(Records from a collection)
# # # # # # #

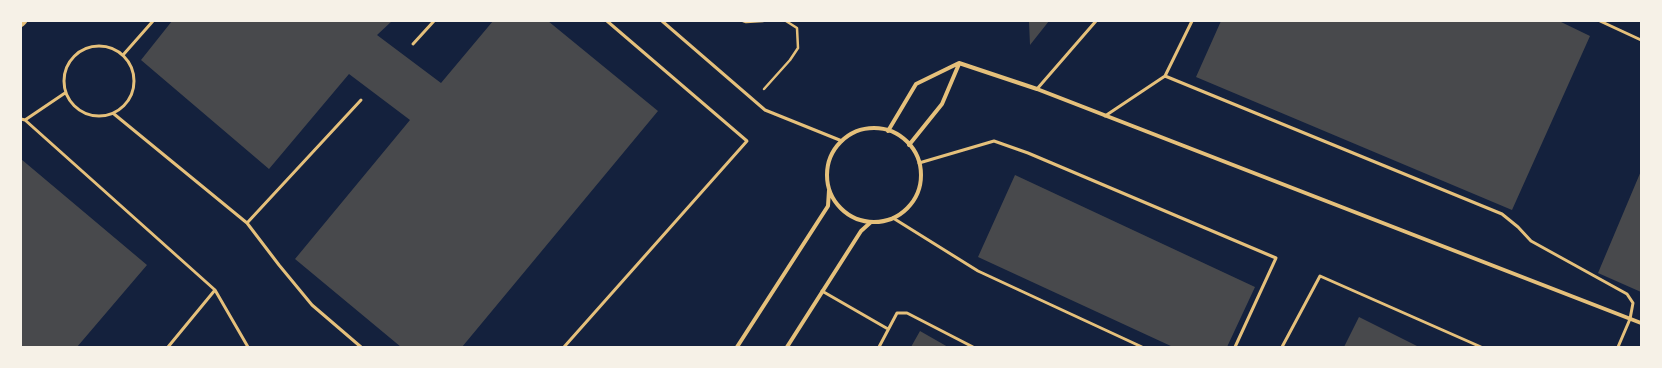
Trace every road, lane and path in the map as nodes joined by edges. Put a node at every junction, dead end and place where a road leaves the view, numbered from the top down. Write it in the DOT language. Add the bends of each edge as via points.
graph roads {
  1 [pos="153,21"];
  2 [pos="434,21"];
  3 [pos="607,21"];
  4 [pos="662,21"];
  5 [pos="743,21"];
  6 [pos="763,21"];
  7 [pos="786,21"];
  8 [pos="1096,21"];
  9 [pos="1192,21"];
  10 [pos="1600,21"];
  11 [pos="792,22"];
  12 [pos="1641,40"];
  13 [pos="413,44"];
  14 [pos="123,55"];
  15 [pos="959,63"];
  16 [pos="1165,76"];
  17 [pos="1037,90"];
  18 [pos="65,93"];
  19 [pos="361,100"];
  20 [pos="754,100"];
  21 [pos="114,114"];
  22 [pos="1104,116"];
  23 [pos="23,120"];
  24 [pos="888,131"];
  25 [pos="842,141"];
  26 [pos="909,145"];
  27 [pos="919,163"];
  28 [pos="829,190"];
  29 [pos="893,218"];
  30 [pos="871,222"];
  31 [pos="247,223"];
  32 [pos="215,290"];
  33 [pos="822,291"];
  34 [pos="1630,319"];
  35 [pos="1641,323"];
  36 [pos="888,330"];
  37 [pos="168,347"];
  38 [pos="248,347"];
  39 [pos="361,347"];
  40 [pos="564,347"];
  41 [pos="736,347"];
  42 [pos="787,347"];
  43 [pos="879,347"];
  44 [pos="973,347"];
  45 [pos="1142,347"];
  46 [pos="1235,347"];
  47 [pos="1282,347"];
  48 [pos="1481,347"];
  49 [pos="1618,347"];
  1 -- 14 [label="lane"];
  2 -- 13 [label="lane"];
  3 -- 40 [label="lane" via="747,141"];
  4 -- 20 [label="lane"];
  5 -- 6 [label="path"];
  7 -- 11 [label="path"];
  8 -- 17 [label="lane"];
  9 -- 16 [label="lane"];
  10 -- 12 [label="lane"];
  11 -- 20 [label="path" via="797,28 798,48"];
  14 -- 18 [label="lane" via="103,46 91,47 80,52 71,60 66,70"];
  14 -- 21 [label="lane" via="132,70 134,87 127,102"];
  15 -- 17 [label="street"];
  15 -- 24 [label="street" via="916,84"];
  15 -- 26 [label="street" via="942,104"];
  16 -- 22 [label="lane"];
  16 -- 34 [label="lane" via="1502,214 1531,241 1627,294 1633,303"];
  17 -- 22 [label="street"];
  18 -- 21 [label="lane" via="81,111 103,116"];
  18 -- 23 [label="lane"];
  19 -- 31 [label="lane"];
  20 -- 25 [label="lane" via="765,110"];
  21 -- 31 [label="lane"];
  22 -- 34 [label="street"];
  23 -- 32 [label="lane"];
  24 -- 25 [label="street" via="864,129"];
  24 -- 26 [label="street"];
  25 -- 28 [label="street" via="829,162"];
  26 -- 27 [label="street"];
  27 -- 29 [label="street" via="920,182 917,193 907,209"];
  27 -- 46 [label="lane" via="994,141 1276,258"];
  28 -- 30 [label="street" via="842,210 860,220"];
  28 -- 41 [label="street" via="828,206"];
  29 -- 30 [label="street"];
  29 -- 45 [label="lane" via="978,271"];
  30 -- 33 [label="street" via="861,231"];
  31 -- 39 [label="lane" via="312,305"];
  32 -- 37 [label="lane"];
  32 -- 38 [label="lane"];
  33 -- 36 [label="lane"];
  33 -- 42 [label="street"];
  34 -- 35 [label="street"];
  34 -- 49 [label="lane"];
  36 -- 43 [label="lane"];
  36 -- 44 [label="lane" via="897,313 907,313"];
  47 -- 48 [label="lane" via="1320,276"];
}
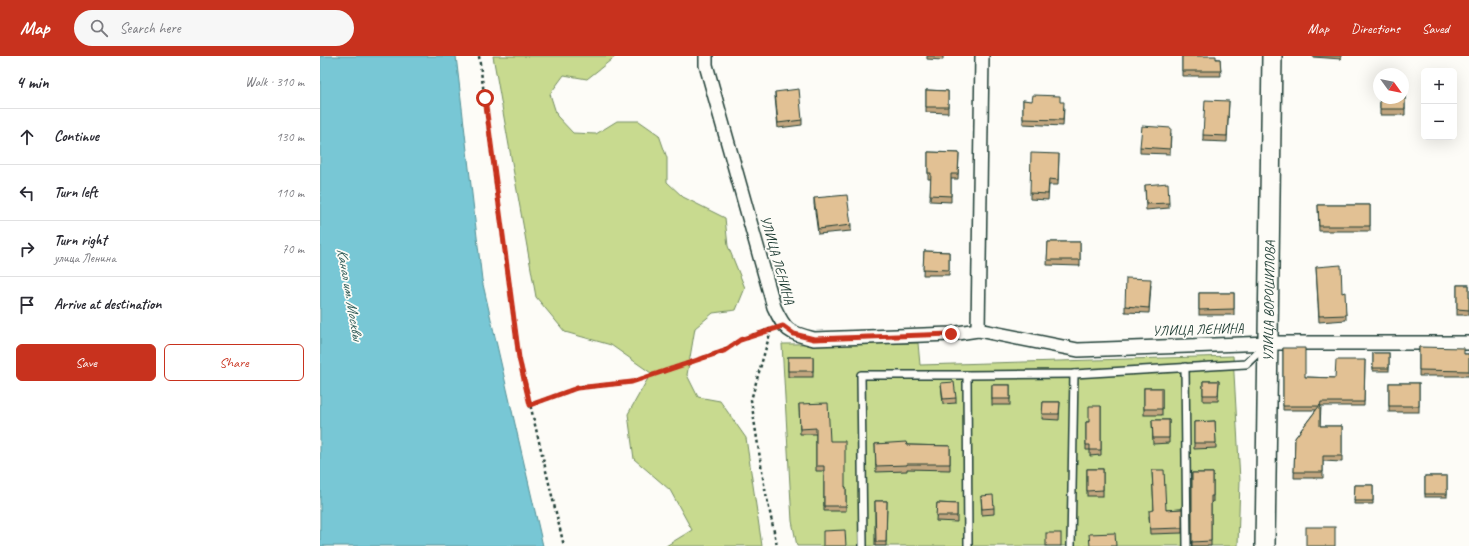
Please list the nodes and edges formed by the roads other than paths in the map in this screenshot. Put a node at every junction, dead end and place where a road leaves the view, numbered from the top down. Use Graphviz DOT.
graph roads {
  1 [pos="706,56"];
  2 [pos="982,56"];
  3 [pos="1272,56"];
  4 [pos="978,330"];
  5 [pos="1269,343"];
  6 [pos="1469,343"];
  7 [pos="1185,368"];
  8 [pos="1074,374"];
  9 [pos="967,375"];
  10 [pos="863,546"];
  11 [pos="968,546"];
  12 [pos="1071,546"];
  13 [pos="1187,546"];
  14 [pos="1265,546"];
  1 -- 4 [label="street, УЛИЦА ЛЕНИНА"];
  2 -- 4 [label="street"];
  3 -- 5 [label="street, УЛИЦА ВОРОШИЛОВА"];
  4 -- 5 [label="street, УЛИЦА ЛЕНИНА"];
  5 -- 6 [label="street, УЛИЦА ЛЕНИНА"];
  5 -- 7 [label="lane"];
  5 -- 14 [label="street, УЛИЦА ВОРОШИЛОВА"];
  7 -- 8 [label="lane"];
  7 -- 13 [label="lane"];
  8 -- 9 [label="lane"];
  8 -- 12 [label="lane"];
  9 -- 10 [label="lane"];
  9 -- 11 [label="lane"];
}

# # # # # # #

◆ **Exercise aim**
When repeating the entries, leave out every picture and keep the rest exact.

◆ **Expected output**
Trace every road, lane and path in the map as nodes joined by edges. Put a node at every junction, dead end and place where a road leaves the view, numbered from the top down. Write it in the DOT language. Add the bends of each edge as via points.
graph roads {
  1 [pos="153,21"];
  2 [pos="434,21"];
  3 [pos="607,21"];
  4 [pos="662,21"];
  5 [pos="743,21"];
  6 [pos="763,21"];
  7 [pos="786,21"];
  8 [pos="1096,21"];
  9 [pos="1192,21"];
  10 [pos="1600,21"];
  11 [pos="792,22"];
  12 [pos="1641,40"];
  13 [pos="413,44"];
  14 [pos="123,55"];
  15 [pos="959,63"];
  16 [pos="1165,76"];
  17 [pos="1037,90"];
  18 [pos="65,93"];
  19 [pos="361,100"];
  20 [pos="754,100"];
  21 [pos="114,114"];
  22 [pos="1104,116"];
  23 [pos="23,120"];
  24 [pos="888,131"];
  25 [pos="842,141"];
  26 [pos="909,145"];
  27 [pos="919,163"];
  28 [pos="829,190"];
  29 [pos="893,218"];
  30 [pos="871,222"];
  31 [pos="247,223"];
  32 [pos="215,290"];
  33 [pos="822,291"];
  34 [pos="1630,319"];
  35 [pos="1641,323"];
  36 [pos="888,330"];
  37 [pos="168,347"];
  38 [pos="248,347"];
  39 [pos="361,347"];
  40 [pos="564,347"];
  41 [pos="736,347"];
  42 [pos="787,347"];
  43 [pos="879,347"];
  44 [pos="973,347"];
  45 [pos="1142,347"];
  46 [pos="1235,347"];
  47 [pos="1282,347"];
  48 [pos="1481,347"];
  49 [pos="1618,347"];
  1 -- 14 [label="lane"];
  2 -- 13 [label="lane"];
  3 -- 40 [label="lane" via="747,141"];
  4 -- 20 [label="lane"];
  5 -- 6 [label="path"];
  7 -- 11 [label="path"];
  8 -- 17 [label="lane"];
  9 -- 16 [label="lane"];
  10 -- 12 [label="lane"];
  11 -- 20 [label="path" via="797,28 798,48"];
  14 -- 18 [label="lane" via="103,46 91,47 80,52 71,60 66,70"];
  14 -- 21 [label="lane" via="132,70 134,87 127,102"];
  15 -- 17 [label="street"];
  15 -- 24 [label="street" via="916,84"];
  15 -- 26 [label="street" via="942,104"];
  16 -- 22 [label="lane"];
  16 -- 34 [label="lane" via="1502,214 1531,241 1627,294 1633,303"];
  17 -- 22 [label="street"];
  18 -- 21 [label="lane" via="81,111 103,116"];
  18 -- 23 [label="lane"];
  19 -- 31 [label="lane"];
  20 -- 25 [label="lane" via="765,110"];
  21 -- 31 [label="lane"];
  22 -- 34 [label="street"];
  23 -- 32 [label="lane"];
  24 -- 25 [label="street" via="864,129"];
  24 -- 26 [label="street"];
  25 -- 28 [label="street" via="829,162"];
  26 -- 27 [label="street"];
  27 -- 29 [label="street" via="920,182 917,193 907,209"];
  27 -- 46 [label="lane" via="994,141 1276,258"];
  28 -- 30 [label="street" via="842,210 860,220"];
  28 -- 41 [label="street" via="828,206"];
  29 -- 30 [label="street"];
  29 -- 45 [label="lane" via="978,271"];
  30 -- 33 [label="street" via="861,231"];
  31 -- 39 [label="lane" via="312,305"];
  32 -- 37 [label="lane"];
  32 -- 38 [label="lane"];
  33 -- 36 [label="lane"];
  33 -- 42 [label="street"];
  34 -- 35 [label="street"];
  34 -- 49 [label="lane"];
  36 -- 43 [label="lane"];
  36 -- 44 [label="lane" via="897,313 907,313"];
  47 -- 48 [label="lane" via="1320,276"];
}
Please list the nodes and edges formed by the roads other than paths in the map in this screenshot. Put a node at every junction, dead end and place where a road leaves the view, numbered from the top down. Use Graphviz DOT.
graph roads {
  1 [pos="706,56"];
  2 [pos="982,56"];
  3 [pos="1272,56"];
  4 [pos="978,330"];
  5 [pos="1269,343"];
  6 [pos="1469,343"];
  7 [pos="1185,368"];
  8 [pos="1074,374"];
  9 [pos="967,375"];
  10 [pos="863,546"];
  11 [pos="968,546"];
  12 [pos="1071,546"];
  13 [pos="1187,546"];
  14 [pos="1265,546"];
  1 -- 4 [label="street, УЛИЦА ЛЕНИНА"];
  2 -- 4 [label="street"];
  3 -- 5 [label="street, УЛИЦА ВОРОШИЛОВА"];
  4 -- 5 [label="street, УЛИЦА ЛЕНИНА"];
  5 -- 6 [label="street, УЛИЦА ЛЕНИНА"];
  5 -- 7 [label="lane"];
  5 -- 14 [label="street, УЛИЦА ВОРОШИЛОВА"];
  7 -- 8 [label="lane"];
  7 -- 13 [label="lane"];
  8 -- 9 [label="lane"];
  8 -- 12 [label="lane"];
  9 -- 10 [label="lane"];
  9 -- 11 [label="lane"];
}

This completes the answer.